A la suite du tremblement de terre de 1939, une nouvelle ville fut construite au Nord de
l’ancienne. Dans l’Antiquité, la ville portait le nom d’Aziris. Dès le début du XIème siècle, les Turcs kui donnèrent le nom d’Erzingan qui se tranforma en Erzincan dans la langue populaire. Ce nom pourrait aussi provenir d’Ezercan, significant <<Qui détruit la vie>>, sans doute en mémoire des nombreux tremblements de terre qui la détruisirent.

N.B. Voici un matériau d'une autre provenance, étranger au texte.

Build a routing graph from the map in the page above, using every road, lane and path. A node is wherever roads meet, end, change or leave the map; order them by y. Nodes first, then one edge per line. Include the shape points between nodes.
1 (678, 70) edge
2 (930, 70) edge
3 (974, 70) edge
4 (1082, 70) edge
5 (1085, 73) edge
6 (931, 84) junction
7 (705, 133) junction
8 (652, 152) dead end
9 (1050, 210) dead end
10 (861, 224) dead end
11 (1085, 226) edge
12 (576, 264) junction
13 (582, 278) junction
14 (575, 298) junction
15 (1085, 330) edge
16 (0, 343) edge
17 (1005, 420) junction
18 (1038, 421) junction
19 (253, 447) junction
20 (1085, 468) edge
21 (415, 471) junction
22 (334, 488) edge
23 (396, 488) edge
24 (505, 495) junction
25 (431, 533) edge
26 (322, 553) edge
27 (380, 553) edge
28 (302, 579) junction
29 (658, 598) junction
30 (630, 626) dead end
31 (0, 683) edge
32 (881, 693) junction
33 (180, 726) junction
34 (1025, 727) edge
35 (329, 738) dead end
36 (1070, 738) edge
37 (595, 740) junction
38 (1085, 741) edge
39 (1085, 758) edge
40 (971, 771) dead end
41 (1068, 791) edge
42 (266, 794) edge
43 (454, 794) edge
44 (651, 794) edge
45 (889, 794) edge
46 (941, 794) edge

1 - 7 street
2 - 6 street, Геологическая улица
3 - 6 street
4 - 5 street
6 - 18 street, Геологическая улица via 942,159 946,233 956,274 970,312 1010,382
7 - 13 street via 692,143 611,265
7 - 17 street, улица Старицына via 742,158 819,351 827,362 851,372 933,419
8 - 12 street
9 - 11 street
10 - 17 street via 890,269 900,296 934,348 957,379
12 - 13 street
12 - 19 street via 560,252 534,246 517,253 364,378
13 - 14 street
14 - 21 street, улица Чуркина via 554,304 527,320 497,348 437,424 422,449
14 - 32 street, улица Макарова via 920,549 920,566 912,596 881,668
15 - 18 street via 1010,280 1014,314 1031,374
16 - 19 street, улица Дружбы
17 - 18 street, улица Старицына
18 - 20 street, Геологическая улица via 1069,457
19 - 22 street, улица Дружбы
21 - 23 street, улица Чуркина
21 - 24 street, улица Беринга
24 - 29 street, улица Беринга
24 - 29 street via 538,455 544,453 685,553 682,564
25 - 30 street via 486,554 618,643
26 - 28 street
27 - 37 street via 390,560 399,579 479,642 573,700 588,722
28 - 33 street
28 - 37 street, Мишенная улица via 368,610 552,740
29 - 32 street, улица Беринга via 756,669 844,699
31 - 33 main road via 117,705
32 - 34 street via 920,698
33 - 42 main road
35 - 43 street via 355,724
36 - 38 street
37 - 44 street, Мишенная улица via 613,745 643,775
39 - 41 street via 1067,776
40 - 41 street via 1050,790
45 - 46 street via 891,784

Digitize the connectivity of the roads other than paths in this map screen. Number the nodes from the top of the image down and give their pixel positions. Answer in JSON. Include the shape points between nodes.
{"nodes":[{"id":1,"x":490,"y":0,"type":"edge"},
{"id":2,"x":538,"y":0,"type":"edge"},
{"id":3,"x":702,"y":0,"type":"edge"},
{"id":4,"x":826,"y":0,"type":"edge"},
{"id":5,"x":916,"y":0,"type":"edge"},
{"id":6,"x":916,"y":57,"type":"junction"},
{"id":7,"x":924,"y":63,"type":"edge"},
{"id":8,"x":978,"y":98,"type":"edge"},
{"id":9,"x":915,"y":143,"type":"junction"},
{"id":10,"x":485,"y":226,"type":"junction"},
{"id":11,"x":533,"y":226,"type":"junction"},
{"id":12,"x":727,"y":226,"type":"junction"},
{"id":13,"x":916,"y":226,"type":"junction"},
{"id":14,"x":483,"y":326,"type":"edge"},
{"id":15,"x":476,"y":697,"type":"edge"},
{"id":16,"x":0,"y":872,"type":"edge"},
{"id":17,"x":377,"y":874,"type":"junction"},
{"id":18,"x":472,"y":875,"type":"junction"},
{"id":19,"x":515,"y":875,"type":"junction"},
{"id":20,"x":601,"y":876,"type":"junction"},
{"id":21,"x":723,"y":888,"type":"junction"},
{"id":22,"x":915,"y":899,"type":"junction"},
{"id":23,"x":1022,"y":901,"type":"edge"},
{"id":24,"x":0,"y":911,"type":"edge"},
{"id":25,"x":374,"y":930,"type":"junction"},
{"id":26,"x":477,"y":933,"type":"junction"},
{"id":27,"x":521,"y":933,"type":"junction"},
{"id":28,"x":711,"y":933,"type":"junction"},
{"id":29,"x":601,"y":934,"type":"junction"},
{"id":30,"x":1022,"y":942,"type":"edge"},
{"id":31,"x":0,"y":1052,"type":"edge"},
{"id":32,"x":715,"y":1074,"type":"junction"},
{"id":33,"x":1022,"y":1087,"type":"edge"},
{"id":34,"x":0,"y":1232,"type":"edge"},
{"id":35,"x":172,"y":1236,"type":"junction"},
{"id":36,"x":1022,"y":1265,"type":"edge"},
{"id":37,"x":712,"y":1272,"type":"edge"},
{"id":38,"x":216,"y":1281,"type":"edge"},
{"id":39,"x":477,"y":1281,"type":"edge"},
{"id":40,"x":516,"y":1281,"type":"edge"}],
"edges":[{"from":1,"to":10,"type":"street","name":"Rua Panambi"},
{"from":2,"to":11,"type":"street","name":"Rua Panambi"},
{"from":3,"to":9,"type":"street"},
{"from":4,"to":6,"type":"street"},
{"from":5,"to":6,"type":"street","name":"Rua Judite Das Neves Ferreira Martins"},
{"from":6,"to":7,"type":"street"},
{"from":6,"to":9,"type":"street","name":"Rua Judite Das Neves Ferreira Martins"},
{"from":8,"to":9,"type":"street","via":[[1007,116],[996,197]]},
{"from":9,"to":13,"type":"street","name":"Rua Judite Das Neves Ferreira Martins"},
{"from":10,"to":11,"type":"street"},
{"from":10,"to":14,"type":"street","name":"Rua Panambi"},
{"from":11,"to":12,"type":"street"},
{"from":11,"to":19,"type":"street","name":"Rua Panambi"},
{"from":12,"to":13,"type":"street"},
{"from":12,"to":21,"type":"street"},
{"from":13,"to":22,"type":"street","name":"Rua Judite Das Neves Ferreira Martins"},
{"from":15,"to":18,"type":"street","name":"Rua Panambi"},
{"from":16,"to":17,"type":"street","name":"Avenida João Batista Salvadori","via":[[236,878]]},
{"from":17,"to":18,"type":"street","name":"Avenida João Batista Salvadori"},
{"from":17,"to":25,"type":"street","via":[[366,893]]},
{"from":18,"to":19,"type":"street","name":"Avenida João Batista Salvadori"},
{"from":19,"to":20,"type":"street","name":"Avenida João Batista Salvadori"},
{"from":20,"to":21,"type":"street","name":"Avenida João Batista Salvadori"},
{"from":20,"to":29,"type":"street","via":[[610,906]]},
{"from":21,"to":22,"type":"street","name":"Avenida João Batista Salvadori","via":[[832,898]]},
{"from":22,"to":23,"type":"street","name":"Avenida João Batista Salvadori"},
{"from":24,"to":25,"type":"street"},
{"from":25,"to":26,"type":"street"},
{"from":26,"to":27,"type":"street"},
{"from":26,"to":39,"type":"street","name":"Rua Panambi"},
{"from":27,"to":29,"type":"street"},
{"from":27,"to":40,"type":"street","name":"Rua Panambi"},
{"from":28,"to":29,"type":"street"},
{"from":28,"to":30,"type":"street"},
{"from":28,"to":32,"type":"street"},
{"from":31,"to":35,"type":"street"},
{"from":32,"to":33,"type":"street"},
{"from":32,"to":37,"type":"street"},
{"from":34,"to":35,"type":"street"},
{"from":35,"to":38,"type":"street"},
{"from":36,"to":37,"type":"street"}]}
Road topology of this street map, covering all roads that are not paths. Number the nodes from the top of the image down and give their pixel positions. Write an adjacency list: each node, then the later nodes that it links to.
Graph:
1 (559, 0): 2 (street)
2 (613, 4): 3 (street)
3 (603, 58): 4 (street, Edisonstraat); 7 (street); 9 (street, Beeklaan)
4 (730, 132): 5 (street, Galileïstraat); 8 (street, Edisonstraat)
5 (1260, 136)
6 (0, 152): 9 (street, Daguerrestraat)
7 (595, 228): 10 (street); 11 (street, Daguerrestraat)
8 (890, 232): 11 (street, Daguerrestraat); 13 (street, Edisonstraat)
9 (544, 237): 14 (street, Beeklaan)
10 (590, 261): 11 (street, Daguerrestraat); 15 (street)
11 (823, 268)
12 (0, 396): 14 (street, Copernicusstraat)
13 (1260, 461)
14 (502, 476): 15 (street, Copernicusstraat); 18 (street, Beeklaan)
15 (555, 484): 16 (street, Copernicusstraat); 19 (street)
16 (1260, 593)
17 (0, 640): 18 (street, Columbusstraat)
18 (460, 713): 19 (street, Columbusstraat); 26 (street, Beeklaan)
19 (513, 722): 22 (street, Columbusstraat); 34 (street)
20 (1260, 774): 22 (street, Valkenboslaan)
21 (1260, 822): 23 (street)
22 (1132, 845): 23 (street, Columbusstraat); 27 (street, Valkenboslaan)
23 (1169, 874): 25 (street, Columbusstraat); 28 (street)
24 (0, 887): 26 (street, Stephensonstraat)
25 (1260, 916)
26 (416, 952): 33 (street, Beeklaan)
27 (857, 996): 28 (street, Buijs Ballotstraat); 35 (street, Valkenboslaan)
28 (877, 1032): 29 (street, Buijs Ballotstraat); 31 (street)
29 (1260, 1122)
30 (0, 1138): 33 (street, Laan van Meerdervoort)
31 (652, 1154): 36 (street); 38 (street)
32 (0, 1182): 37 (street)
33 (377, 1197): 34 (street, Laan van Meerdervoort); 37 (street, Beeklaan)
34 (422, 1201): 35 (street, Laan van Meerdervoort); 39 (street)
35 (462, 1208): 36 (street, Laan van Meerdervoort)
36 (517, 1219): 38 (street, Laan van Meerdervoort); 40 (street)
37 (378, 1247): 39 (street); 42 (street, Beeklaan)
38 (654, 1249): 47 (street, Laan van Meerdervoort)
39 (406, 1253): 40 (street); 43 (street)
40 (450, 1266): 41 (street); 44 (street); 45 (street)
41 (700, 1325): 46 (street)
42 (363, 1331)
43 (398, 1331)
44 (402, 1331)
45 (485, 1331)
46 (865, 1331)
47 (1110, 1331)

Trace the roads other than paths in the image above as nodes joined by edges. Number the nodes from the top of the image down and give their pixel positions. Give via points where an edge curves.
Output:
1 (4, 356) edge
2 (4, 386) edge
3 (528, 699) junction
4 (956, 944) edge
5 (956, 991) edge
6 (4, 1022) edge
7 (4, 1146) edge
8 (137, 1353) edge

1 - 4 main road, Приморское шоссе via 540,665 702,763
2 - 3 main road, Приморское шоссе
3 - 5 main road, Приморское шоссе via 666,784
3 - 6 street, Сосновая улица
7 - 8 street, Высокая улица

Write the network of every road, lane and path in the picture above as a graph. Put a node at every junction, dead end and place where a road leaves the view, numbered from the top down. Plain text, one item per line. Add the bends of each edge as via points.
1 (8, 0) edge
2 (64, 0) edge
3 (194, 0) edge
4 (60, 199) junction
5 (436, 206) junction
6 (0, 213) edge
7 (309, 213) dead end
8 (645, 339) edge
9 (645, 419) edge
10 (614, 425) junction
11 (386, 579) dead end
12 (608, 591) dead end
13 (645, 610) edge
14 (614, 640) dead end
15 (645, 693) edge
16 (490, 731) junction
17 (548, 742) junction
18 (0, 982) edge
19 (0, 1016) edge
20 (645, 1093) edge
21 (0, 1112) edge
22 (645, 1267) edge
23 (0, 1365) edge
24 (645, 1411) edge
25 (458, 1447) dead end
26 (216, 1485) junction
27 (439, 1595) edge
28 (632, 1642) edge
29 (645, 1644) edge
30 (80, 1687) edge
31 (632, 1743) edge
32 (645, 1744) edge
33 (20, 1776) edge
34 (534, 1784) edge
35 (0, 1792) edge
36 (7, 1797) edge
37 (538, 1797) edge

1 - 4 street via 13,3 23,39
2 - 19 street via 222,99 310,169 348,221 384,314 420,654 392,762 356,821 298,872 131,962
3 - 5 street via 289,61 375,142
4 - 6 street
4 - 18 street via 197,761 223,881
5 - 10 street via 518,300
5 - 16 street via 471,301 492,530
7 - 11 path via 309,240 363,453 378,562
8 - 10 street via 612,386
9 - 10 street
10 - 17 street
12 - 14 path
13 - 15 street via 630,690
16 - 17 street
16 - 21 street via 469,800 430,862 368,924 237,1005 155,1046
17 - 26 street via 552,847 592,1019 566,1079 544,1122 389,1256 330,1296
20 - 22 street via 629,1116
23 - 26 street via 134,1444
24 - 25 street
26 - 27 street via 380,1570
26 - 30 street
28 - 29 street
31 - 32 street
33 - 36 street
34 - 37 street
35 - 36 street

A un siècle de distance, İbn-i Batuta et Marco Polo purent y admirer la finesse des tapisseries et le haut degré de perfection atteint par le travail sur cuivre. Evliya Çelebi célébrait sa beauté, l’appelant <<la ville aux soxante-dix mosquées>>, tandis que Von Moltke l’appelait <<la plus belle de l’Asie>>.
L’histoire d’Erzincan, comme bien d’autres villes d’Anatolie remonde à la période hittite et son importance augmenta encore à l’Empire Seldjoukide et elle fut témoin de nombreuses batailles. Le Sultan Alaeddin Keykubat y vanquit Celâleddin Harzemşah à Yassiçemen et Mehmet le Conquérant défit Uzun Hasan à Otlukbeli. C’était, en 1071, que la Victoire de Malazgirt ouvrait aux Turcs les portes de l’Anatolie. A Erzincan et dans les faubourgs, on peut encore admirer les ruines d’ouvrages historiques de l’époque des Mengüçoğlus. A voir également.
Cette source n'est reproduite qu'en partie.